Within the records that follow, find every line containing the string "text". Copy those lines.

# [Collected data]
^^^^
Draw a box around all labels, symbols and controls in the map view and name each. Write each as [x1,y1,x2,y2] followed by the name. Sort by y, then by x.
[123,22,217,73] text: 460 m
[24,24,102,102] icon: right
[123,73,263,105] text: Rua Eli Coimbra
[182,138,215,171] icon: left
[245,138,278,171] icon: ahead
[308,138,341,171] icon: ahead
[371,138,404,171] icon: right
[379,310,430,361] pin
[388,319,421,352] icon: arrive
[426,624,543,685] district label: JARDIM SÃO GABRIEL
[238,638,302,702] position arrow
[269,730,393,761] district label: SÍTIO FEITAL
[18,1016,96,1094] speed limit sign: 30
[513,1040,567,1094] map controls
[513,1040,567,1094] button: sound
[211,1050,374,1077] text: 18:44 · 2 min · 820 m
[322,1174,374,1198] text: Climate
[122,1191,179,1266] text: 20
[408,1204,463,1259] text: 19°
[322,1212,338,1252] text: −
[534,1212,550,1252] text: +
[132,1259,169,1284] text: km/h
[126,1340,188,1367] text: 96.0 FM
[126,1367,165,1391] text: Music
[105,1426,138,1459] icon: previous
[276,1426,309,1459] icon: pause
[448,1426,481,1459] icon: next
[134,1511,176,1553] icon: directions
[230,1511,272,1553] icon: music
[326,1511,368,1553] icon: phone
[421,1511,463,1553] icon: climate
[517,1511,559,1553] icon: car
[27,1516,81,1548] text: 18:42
^^^^
# [WRITTEN RESPONSE]
[123,22,217,73] text: 460 m
[123,73,263,105] text: Rua Eli Coimbra
[211,1050,374,1077] text: 18:44 · 2 min · 820 m
[322,1174,374,1198] text: Climate
[122,1191,179,1266] text: 20
[408,1204,463,1259] text: 19°
[322,1212,338,1252] text: −
[534,1212,550,1252] text: +
[132,1259,169,1284] text: km/h
[126,1340,188,1367] text: 96.0 FM
[126,1367,165,1391] text: Music
[27,1516,81,1548] text: 18:42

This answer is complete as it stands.